Sunday, July 18, 2010

homesick

This last month has been busy. I really only remember working and feeling homesick.

Homesickness is a strange and lonely thing as an adult. It hits me during big holidays and every few months. It creeps in and stays for a few weeks, always hanging in the back of my emotional make-up, ready to move forward and overwhelm me with a wave of grief. At its strongest, I can almost feel it radiate under my skin. It is a very different thing from depression, although they sometimes go hand in hand.

The strangeness is that I do not know what "home" I am sick for. I yearn for a permenant solution, but my world is too large and too divided for "home" to have a single place. I miss my family. When I feel "homesick," it is for Texas, my parents' arms, the smell and feel of the family land, and my brothers' laughter. I know that going there will lessen the ache, but moving there will not take me "home." It has been too long since I lived in Texas and, like many people who move away, I am more of a visitor than someone who belongs.

Home could be here, on the east coast and 1500 miles from my family. Here is where I have community, an actual house, and where I feel comfortable in my own skin.

All the same, these last weeks bring forth that familiar ache. I am thankfully busy with work...busy enough that I only have time for passing moments of homesickness. Of course, this week I will still be busy because I am the only single loser who does not have a family with whom to go on vacation.

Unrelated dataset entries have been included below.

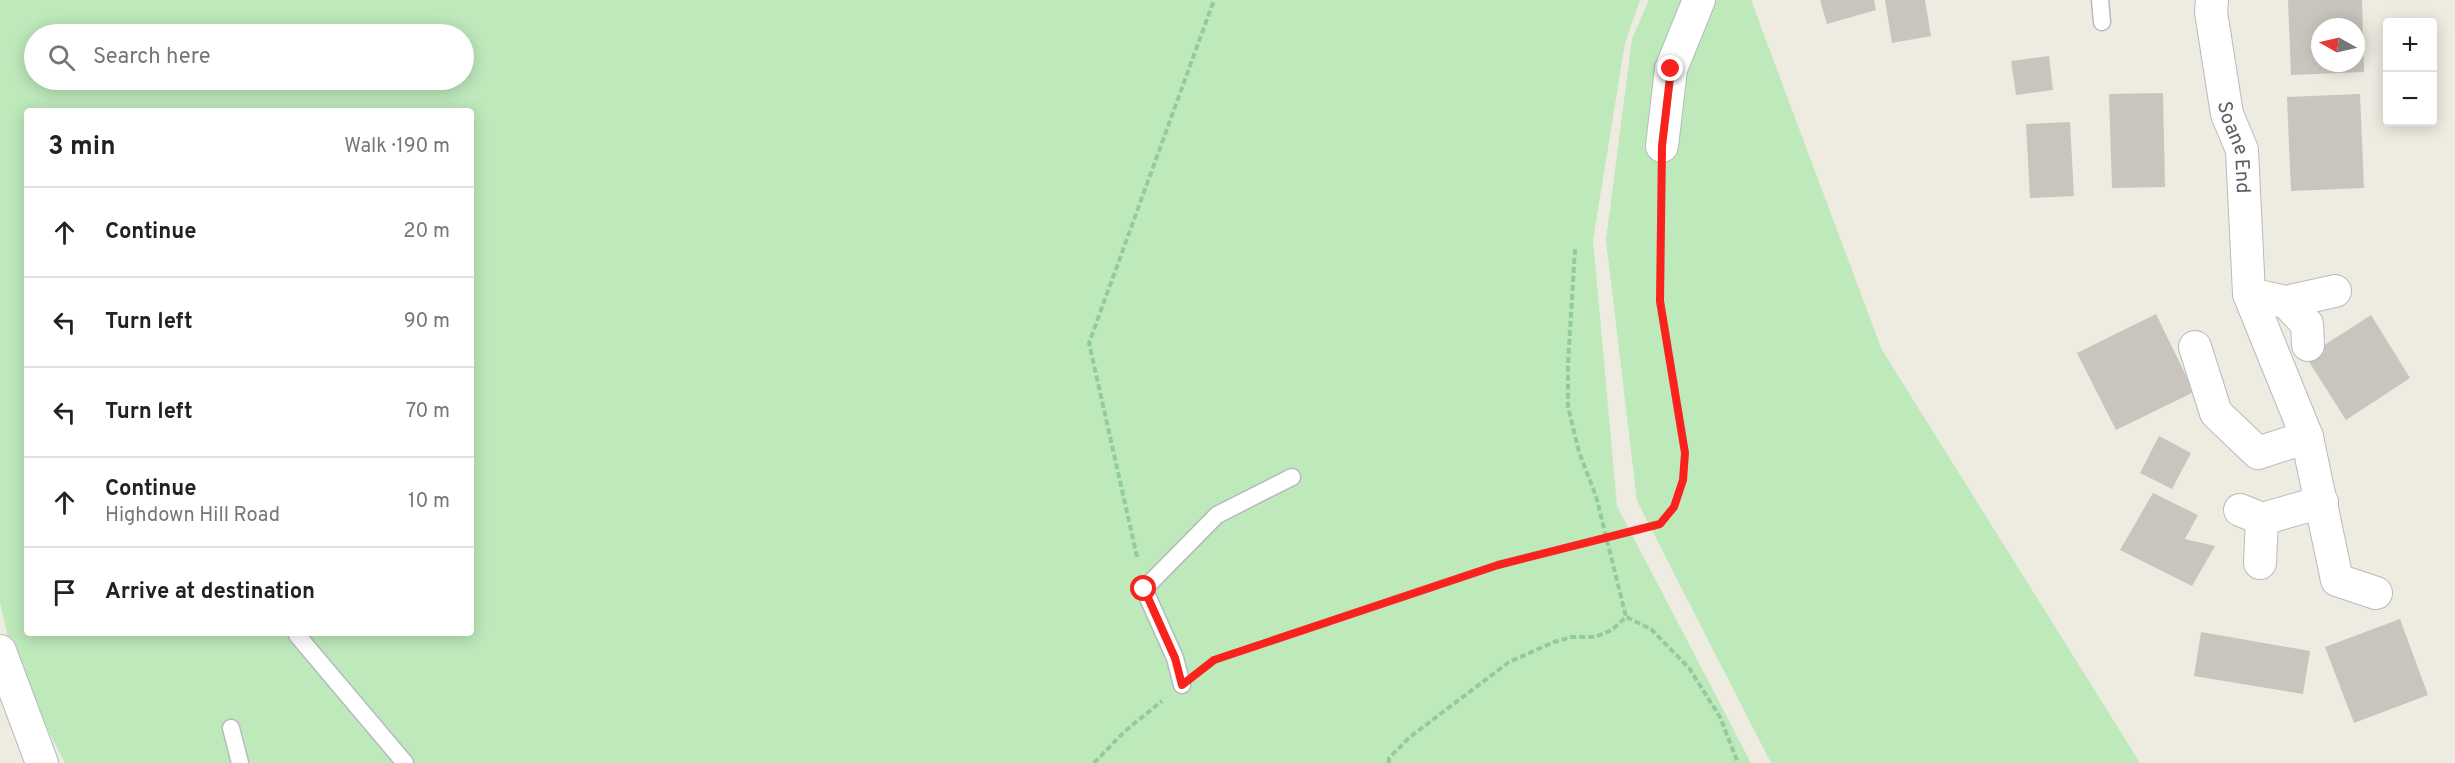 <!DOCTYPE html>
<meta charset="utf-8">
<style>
:root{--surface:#fff;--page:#f2f2f2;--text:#222;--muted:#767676;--line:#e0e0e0}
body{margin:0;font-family:Overpass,sans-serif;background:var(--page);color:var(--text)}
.controls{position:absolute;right:18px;top:18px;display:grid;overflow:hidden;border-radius:6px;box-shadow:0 3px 15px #0003}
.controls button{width:54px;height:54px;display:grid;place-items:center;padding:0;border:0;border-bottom:2px solid var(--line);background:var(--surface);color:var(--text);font:30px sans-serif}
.compass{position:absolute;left:2311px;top:18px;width:54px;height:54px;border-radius:50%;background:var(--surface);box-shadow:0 3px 15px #0003;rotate:278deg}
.stop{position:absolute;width:18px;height:18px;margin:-14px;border:4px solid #f9221c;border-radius:50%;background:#fff}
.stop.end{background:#f9221c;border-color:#fff;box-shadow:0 2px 6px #0008}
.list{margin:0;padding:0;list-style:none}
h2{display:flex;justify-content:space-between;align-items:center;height:78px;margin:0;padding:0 24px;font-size:26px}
h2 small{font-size:20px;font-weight:400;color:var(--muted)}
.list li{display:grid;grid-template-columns:39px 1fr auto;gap:18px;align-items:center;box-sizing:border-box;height:90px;padding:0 24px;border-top:2px solid var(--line)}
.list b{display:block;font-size:22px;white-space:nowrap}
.list p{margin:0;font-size:20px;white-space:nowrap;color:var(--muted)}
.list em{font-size:20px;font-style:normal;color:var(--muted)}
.icon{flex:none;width:33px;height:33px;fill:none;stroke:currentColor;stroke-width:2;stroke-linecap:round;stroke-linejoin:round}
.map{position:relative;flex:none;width:2455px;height:763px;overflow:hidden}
.search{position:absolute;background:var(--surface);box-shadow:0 3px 15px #0003;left:24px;top:24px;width:450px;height:66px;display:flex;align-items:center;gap:15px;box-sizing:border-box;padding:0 21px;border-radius:33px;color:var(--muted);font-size:22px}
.panel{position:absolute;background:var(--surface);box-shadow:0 3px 15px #0003;left:24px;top:108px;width:450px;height:528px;border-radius:6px}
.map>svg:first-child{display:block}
.green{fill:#bde9bb;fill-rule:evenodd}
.building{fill:#c9c5be;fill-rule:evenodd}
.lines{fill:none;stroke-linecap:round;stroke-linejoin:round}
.lane-casing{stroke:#b7babf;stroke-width:19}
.street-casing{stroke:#b7babf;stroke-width:34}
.path{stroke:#94caa0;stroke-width:4;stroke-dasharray:6 3;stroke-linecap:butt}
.lane{stroke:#fff;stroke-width:16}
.street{stroke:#fff;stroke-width:32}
.route{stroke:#f9221c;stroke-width:8}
.labels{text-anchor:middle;stroke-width:4.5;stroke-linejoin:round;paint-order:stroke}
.street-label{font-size:20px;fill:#5a5f64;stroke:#fff}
</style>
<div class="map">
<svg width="2455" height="763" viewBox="0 0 2455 763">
<rect width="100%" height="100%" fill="#eeebe1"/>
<path class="green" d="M0 0H1640L1625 43 1593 240 1617 506 1751 763H65L14 664 0 602ZM34 34H464V80H34ZM27 111H471V633H27Z
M1649 0H1751L1882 350 2140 763H1771L1637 501 1606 240 1632 39Z"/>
<path class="building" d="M1820 0H1874L1876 10 1827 24Z
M1885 0H1925L1931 36 1892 43Z
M2288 0H2362L2364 72 2291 75ZM2320 27H2356V63H2320Z
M2049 56 2053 90 2016 95 2011 61Z
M2163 93 2165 187 2112 188 2109 94Z
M2360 94 2364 188 2291 191 2287 97Z
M2070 122 2074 196 2030 198 2026 124Z
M2156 314 2194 392 2116 430 2077 353Z
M2371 315 2410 378 2346 420 2306 357Z
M2159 436 2191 453 2172 489 2140 473Z
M2153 493 2198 515 2185 539 2215 546 2192 586 2120 550Z
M2400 619 2428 695 2354 723 2325 647Z
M2201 632 2310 651 2303 694 2194 676Z"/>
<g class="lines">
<g class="lane-casing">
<path id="lane" d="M2100 0 2102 22
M297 635 405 763
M1182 685 1175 658 1144 589 1217 515 1292 477
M231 728 240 763"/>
</g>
<g class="street-casing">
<g id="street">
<path id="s1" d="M2212 0 2211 12 2227 114 2242 150 2249 294 2307 437 2337 580 2376 593"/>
<path d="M1662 146 1671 69 1699 0"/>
<path d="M2249 294 2286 302 2335 291"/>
<path d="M2286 302 2307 324 2308 345"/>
<path d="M2195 347 2216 413 2258 453 2307 437"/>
<path d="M2240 510 2262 519 2322 502"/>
<path d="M2260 563 2262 519"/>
<path d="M0 651 42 763"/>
</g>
</g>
<path class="path" d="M1575 249 1568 363V407L1579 452 1596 496 1626 617
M1137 557 1089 343 1214 0
M1205 667 1213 660 1498 565 1660 524 1674 507 1683 480 1685 453 1660 301 1662 181
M1094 763 1125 731 1162 701
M1389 763V758L1410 737 1509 662 1554 642 1572 637H1595L1612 630 1626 617 1651 629 1689 668 1720 717 1738 763"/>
<use href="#lane" class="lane"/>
<use href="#street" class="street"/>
</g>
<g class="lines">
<path class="route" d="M1144 589 1175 658 1182 685 1214 660 1498 565 1660 524 1674 507 1683 480 1685 453 1660 301 1662 146 1671 69"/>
</g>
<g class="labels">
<g class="street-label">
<text dy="7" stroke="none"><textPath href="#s1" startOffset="150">Soane End</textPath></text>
</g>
</g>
</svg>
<div class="controls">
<button>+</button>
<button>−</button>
</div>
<svg class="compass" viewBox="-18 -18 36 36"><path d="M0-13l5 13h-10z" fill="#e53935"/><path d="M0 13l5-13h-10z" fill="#767676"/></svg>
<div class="stop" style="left:1144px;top:589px"></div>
<div class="stop end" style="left:1671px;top:69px"></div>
<div class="search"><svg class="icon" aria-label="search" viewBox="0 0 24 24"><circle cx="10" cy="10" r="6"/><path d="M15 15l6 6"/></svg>Search here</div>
<section class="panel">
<h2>3 min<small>Walk · 190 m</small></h2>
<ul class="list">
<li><svg class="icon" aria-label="ahead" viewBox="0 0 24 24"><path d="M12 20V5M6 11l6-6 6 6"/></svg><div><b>Continue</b></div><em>20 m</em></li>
<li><svg class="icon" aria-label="left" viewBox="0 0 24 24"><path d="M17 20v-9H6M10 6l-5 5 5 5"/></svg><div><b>Turn left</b></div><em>90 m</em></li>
<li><svg class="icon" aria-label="left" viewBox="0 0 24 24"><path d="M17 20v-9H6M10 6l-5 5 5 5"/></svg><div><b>Turn left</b></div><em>70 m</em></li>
<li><svg class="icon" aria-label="ahead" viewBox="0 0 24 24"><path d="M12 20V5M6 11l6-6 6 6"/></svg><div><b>Continue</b><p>Highdown Hill Road</p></div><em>10 m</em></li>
<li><svg class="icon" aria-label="arrive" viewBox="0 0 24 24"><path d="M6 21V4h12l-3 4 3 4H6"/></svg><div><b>Arrive at destination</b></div></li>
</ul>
</section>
</div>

From my quiet office in an emptied building, I watch all of the families of my church migrate to the beach. Their pictures appear online and summer brings this language of beach towns, streets, and restaurants that sounds like french in its strangeness to my North Texan mind. The blazing reminder that I am not from here and that there are things I simply don't understand. This is not yet "home."

Oh well. At least this week I will be free to have full-blown pity parties for myself...no one will be here to interrupt my misery. The pool should also be pretty empty. I can swim in peace.



A quote from the ABC Family movie Revenge of the Bridesmaids: "Great being home, isn't it? Surrounded by familiar faces that will never understand you."